Intermediate to very strong motivation to quit smoking was reported in 37% of patients. Motivation to quit smoking was independently associated with higher body surface area (OR=13.36, 95% CI =2.72–65.22), and with patients’ perception of the risk of developing tobacco related health problems (OR=1.24, 95% CI =1.09–1.41). Among smokers, the rate of patients who were highly motivated, had no other illicit drug use, and no depressive symptoms (total score on HAD depression subscale between 0 and 7) was 14%.

Comparison to the French general population

The active smoking rate was significantly lower in the general French population than in the studied HIV-infected population (31% vs 43%)(p<0.0001). Intermediate and high tobacco dependence was 25% less frequent in the general French population as compared to the studied HIV-infected population (p<0.0001). Concerning other substance abuse, excessive alcohol consumption was reported by 14% of the smokers in the general French population as compared to 24% of the HIV-infected smokers (p<0.0001). Furthermore, 11% of the smokers in the general population declared cannabis consumption in the 6 previous months as compared to 50% of the HIV-infected smokers (p<0.0001).

DISCUSSION

Active smoking appears frequent in the HIV-infected population; however it is highly variable according to sex, HIV risk factors, and geographic origin. Smoking rate and characteristics are both associated with factors commonly found in the general population such as male sex or smoking environment, but also with factors specific to the HIV population such as disclosure of HIV status to family and reported experience of disclosure rejection. High rates of illicit substance use and tobacco dependence appear specific to this population.

This study confirms the significantly higher prevalence of active tobacco smoking (43 %) as compared to the French general population (31%). This rate is difficult to compare with the results reported in other studies of HIV-infected patients (50 to >70%), as the rate of active smokers among HIV-infected individuals appears to be highly variable according to sex, HIV-risk factors or geographic origin [46, 10, 18] and is thus dependent on the repartition of these characteristics in the studied population. For example, it ranges in our study from 9% in women originating from sub-Saharan Africa to 81% in patients who acquired HIV through IV drug addiction.

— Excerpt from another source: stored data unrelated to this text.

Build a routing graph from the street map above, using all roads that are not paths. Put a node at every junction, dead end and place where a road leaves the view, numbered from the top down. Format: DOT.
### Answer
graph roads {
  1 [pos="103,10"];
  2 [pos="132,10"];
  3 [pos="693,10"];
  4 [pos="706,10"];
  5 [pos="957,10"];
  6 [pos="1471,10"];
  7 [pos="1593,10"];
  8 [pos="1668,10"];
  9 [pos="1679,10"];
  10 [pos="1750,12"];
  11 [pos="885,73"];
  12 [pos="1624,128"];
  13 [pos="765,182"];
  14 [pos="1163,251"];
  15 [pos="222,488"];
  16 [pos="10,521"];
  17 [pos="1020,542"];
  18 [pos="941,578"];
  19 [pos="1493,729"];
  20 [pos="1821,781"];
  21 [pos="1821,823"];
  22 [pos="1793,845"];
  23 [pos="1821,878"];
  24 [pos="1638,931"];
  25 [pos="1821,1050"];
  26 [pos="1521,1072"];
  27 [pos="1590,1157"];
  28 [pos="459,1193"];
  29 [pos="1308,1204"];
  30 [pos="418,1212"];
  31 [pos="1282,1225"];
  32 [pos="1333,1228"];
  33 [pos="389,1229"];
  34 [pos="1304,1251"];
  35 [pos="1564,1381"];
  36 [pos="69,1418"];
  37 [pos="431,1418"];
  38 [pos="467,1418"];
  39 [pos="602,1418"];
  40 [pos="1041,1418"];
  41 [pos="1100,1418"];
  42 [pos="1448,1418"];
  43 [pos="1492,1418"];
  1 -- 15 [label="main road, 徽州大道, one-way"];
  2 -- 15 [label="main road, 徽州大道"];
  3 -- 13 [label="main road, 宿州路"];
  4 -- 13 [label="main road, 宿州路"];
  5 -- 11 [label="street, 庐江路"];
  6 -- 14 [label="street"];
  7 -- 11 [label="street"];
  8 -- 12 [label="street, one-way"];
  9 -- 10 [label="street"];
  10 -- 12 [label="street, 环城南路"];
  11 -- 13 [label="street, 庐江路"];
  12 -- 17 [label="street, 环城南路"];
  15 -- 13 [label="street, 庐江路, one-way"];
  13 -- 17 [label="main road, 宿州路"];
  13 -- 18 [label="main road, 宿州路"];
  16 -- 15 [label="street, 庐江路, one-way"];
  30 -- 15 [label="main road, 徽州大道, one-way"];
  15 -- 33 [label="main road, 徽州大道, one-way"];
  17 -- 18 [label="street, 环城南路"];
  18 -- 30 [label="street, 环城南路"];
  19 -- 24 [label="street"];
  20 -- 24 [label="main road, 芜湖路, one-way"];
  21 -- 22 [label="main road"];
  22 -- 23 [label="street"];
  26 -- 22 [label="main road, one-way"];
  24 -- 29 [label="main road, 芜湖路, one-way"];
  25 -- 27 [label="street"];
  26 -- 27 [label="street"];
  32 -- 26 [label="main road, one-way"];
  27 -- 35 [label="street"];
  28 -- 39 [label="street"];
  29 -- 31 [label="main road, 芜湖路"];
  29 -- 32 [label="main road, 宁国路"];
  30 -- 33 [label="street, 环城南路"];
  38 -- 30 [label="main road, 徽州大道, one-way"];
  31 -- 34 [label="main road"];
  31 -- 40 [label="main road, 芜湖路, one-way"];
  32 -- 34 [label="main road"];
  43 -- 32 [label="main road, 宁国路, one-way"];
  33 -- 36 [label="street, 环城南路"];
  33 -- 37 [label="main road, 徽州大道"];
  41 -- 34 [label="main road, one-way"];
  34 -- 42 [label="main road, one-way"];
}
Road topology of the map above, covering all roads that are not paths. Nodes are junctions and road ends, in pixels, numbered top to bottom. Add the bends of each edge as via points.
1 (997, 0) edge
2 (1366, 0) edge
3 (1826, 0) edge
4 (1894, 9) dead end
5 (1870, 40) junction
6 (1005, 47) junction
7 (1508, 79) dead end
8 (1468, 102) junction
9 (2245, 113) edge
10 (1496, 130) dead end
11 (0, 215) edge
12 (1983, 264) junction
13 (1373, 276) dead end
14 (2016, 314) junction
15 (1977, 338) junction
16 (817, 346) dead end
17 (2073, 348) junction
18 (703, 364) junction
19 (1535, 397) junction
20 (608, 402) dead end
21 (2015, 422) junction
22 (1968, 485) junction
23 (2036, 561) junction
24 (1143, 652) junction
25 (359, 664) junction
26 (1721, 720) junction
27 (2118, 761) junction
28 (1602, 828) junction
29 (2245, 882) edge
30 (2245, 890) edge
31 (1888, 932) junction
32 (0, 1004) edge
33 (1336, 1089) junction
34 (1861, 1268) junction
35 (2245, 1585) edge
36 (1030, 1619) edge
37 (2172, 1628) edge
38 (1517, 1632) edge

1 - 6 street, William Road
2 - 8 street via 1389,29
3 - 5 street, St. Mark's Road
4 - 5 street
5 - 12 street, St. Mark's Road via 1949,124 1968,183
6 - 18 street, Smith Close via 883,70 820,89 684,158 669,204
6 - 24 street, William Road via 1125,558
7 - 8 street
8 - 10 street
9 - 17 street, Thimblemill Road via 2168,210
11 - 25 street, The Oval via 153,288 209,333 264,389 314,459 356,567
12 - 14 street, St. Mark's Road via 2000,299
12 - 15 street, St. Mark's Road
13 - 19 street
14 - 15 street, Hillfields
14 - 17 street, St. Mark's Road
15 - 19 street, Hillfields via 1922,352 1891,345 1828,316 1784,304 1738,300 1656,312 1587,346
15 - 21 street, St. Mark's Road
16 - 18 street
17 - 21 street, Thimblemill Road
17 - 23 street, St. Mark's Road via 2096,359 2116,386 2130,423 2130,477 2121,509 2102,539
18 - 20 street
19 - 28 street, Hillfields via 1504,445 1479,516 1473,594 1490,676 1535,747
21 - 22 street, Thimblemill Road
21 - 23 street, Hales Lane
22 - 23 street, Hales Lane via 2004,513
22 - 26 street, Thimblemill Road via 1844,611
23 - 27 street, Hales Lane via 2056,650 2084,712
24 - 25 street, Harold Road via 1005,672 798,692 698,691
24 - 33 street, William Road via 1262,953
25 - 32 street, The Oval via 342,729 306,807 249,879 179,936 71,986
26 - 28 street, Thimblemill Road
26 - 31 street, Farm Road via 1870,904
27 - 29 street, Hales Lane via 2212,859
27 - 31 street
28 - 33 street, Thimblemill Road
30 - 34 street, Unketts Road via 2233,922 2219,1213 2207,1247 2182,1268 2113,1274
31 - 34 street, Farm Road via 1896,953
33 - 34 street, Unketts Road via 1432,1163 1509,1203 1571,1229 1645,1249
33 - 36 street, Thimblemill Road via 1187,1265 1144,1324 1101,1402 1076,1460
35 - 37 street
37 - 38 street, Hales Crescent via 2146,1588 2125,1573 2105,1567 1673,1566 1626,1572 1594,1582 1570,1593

This high prevalence of tobacco consumption may be due to difficulties linked with an increased need for tobacco consumption or reduced motivation to stop tobacco consumption encountered by HIV-infected smokers. Several factors reported in our study could explain this situation. The HIV disease itself or its treatment, affecting the quality of life, may act as a predisposing factor. Of note is that the perception of antiretrovirals’ adverse effects was more frequently reported by active smokers as compared to non-smokers in bivariate analysis. Family and friends’ perception of HIV status may also have an impact. In fact, we found that disclosure of HIV status to family was associated with active smoking. This association is difficult to interpret; on the one hand, a behavioral factor may explain both the propensity to smoke and also to talk about HIV disease without any direct relationship between these behaviors; on the other hand, we can hypothesize that the stress induced by HIV status disclosure may exacerbate the tendency to smoke and/or to continue smoking. The identification of the perceived experience of rejection due to disclosure as independently associated with smoking status supports the hypothesis that the difficulties related to HIV status disclosure constitute a risk factor for tobacco consumption in this patient population. Of note is that HIV status disclosure was also independently associated with high dependence on tobacco.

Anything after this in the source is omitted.